DATA EXCERPTS Start Marker
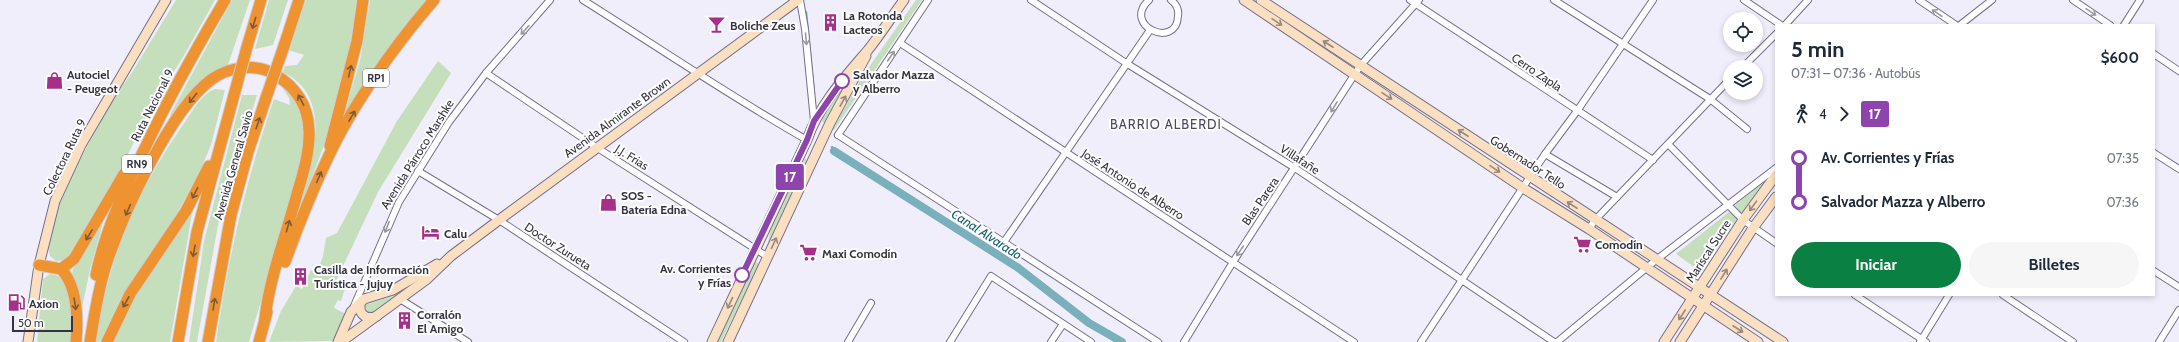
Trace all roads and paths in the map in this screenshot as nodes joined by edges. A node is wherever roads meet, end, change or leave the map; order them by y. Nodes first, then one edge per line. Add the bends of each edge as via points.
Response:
1 (166, 0) edge
2 (225, 0) edge
3 (261, 0) edge
4 (299, 0) edge
5 (363, 0) edge
6 (434, 0) edge
7 (550, 0) edge
8 (583, 0) edge
9 (799, 0) edge
10 (904, 0) edge
11 (928, 0) edge
12 (1031, 0) edge
13 (1149, 0) edge
14 (1171, 0) edge
15 (1244, 0) edge
16 (1261, 0) edge
17 (1554, 0) edge
18 (1654, 0) edge
19 (1744, 0) edge
20 (1808, 0) edge
21 (1919, 0) edge
22 (1992, 0) edge
23 (2073, 0) edge
24 (2140, 0) edge
25 (1415, 1) edge
26 (1779, 24) edge
27 (1786, 24) edge
28 (1955, 24) edge
29 (1961, 24) edge
30 (2109, 24) edge
31 (2125, 24) edge
32 (1150, 30) junction
33 (1775, 35) edge
34 (900, 43) junction
35 (199, 44) junction
36 (1623, 44) junction
37 (869, 49) junction
38 (2155, 55) edge
39 (1749, 60) edge
40 (1126, 63) junction
41 (1358, 70) junction
42 (2179, 71) edge
43 (698, 72) junction
44 (486, 73) junction
45 (1723, 86) edge
46 (1710, 99) junction
47 (1577, 112) junction
48 (814, 121) junction
49 (1747, 129) dead end
50 (838, 135) junction
51 (825, 136) junction
52 (807, 140) junction
53 (219, 145) junction
54 (1669, 145) junction
55 (596, 148) junction
56 (1065, 152) junction
57 (1544, 154) junction
58 (2155, 154) edge
59 (1653, 160) junction
60 (325, 162) junction
61 (1295, 168) junction
62 (1775, 169) edge
63 (2179, 169) edge
64 (418, 171) junction
65 (1775, 176) edge
66 (1530, 177) junction
67 (1523, 188) junction
68 (1617, 197) junction
69 (1775, 198) edge
70 (1729, 204) junction
71 (498, 220) junction
72 (1596, 220) junction
73 (1743, 220) junction
74 (1753, 228) junction
75 (1589, 229) junction
76 (1004, 242) junction
77 (1775, 242) edge
78 (755, 248) junction
79 (451, 256) junction
80 (768, 257) junction
81 (1656, 260) junction
82 (1233, 262) junction
83 (38, 265) junction
84 (1648, 268) junction
85 (61, 269) junction
86 (2155, 272) edge
87 (1462, 280) junction
88 (1699, 287) junction
89 (2179, 288) edge
90 (1711, 295) junction
91 (1856, 296) edge
92 (1948, 296) edge
93 (2004, 296) edge
94 (400, 299) junction
95 (1692, 299) junction
96 (871, 303) dead end
97 (360, 305) junction
98 (1703, 306) junction
99 (2179, 310) edge
100 (351, 312) junction
101 (378, 315) junction
102 (264, 318) junction
103 (1063, 324) junction
104 (342, 341) edge
105 (1923, 341) edge
106 (28, 342) edge
107 (76, 342) edge
108 (84, 342) edge
109 (90, 342) edge
110 (107, 342) edge
111 (178, 342) edge
112 (208, 342) edge
113 (259, 342) edge
114 (468, 342) edge
115 (684, 342) edge
116 (712, 342) edge
117 (728, 342) edge
118 (848, 342) edge
119 (950, 342) edge
120 (1051, 342) edge
121 (1091, 342) edge
122 (1158, 342) edge
123 (1184, 342) edge
124 (1354, 342) edge
125 (1421, 342) edge
126 (1555, 342) edge
127 (1664, 342) edge
128 (1680, 342) edge
129 (1758, 342) edge
130 (1783, 342) edge
131 (2073, 342) edge
132 (2159, 342) edge

1 - 83 street, Colectora Ruta 9 via 110,93 68,172 55,201
2 - 35 highway, Ruta Nacional 9 / RN9
3 -> 53 highway, bridge
112 -> 4 highway, Avenida General Savio, bridge via 230,215 248,152
60 -> 5 highway via 355,49
60 -> 6 highway, RP1 via 376,78
7 -> 44 street, Avenida Párroco Marshke
8 - 43 street
9 - 43 street, Avenida Almirante Brown
9 -> 48 street via 805,29
10 - 37 street
11 - 34 street
12 - 40 street, Villafañe
13 - 32 street via 1142,15 1145,26
14 - 32 street via 1179,13 1176,25 1161,34
15 -> 41 street, Gobernador Tello
41 -> 16 street, Gobernador Tello
17 - 36 street
18 - 36 street
19 - 26 street
20 - 27 street
28 -> 21 street
22 - 29 street
23 -> 30 street
24 - 31 street
25 - 41 street, Blas Parera
25 - 47 street, Cerro Zapla
32 - 40 street
33 - 39 street
50 -> 34 street
34 - 56 street, José Antonio de Alberro
35 -> 85 highway via 168,88 102,214 74,259
35 - 108 highway, Ruta Nacional 9 / RN9 via 158,120 113,218 97,271
36 - 46 street
36 - 47 street
37 - 48 street via 850,69
51 -> 37 street
38 - 42 street
40 - 56 street
40 - 61 street, Villafañe
41 -> 61 street, Blas Parera
66 -> 41 street, Gobernador Tello
41 -> 67 street, Gobernador Tello
43 - 52 street via 754,110
43 - 55 street, Avenida Almirante Brown
44 - 55 street, J.J. Frias
44 - 64 street, Avenida Párroco Marshke via 449,122
45 - 46 street
46 - 49 street
46 - 54 street
47 - 57 street
47 - 59 street, Cerro Zapla
48 - 52 street
50 - 51 street
50 - 76 street
80 -> 51 street
52 - 78 street
53 -> 110 highway via 186,210 130,294
53 -> 111 highway, Avenida General Savio via 197,232
54 - 59 street
54 - 70 street
55 - 71 street, Avenida Almirante Brown
55 - 78 street, J.J. Frias
56 - 76 street
56 - 82 street, José Antonio de Alberro
57 - 66 street
57 - 68 street
58 - 63 street
59 - 68 street
102 -> 60 highway
61 -> 82 street, Blas Parera
61 - 87 street, Villafañe
62 - 70 street
64 - 71 street, Doctor Zurueta
64 -> 100 street, Avenida Párroco Marshke via 389,223
65 -> 73 street, Mariscal Sucre
66 - 67 street
72 -> 66 street, Gobernador Tello
67 - 75 street, Gobernador Tello
67 - 87 street
68 - 72 street
69 - 74 street, Mariscal Sucre
70 - 73 street
70 - 81 street
71 - 79 street, Avenida Almirante Brown
71 - 115 street, Doctor Zurueta
72 - 75 street
72 - 81 street, Gobernador Tello
73 - 74 street
73 - 88 street, Mariscal Sucre
74 - 77 street
90 -> 74 street, Mariscal Sucre
75 - 84 street, Gobernador Tello
76 - 122 street
78 - 80 street, J.J. Frias
78 -> 116 street
79 - 94 street via 427,279
79 - 97 street via 393,290 364,300
80 - 117 street
81 - 84 street
81 - 88 street, Gobernador Tello
82 - 123 street, Blas Parera
82 - 124 street, José Antonio de Alberro
83 - 85 highway
83 - 106 street, Colectora Ruta 9
84 - 95 street, Gobernador Tello
84 - 126 street
85 -> 107 highway via 70,281 73,292 77,318
86 - 89 street
87 - 125 street
87 - 126 street, Villafañe
88 - 90 street, Gobernador Tello
88 - 95 street, Mariscal Sucre
90 - 98 street, Mariscal Sucre
90 - 130 street, Gobernador Tello
91 - 105 street
92 - 105 street
93 - 131 street
94 - 101 street
94 - 114 street
95 - 98 street, Gobernador Tello
95 -> 127 street, Mariscal Sucre
96 - 118 street
97 - 100 street
97 - 101 street via 364,316 371,318
98 - 128 street, Mariscal Sucre
98 -> 129 street, Gobernador Tello
99 - 132 street
100 - 104 street, Avenida Párroco Marshke
101 - 104 street
102 -> 109 highway via 268,295 300,182 309,131 304,105 295,91 270,71 248,68 227,72 206,84 177,119 162,143 130,204 112,248 101,283
102 - 113 highway
103 - 119 street via 991,276
103 - 120 street
103 - 121 street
DATA EXCERPTS End Marker
Scan the records above for the string "Brown", then copy each line where it turns up.

- SOLUTION:
9 - 43 street, Avenida Almirante Brown
43 - 55 street, Avenida Almirante Brown
55 - 71 street, Avenida Almirante Brown
71 - 79 street, Avenida Almirante Brown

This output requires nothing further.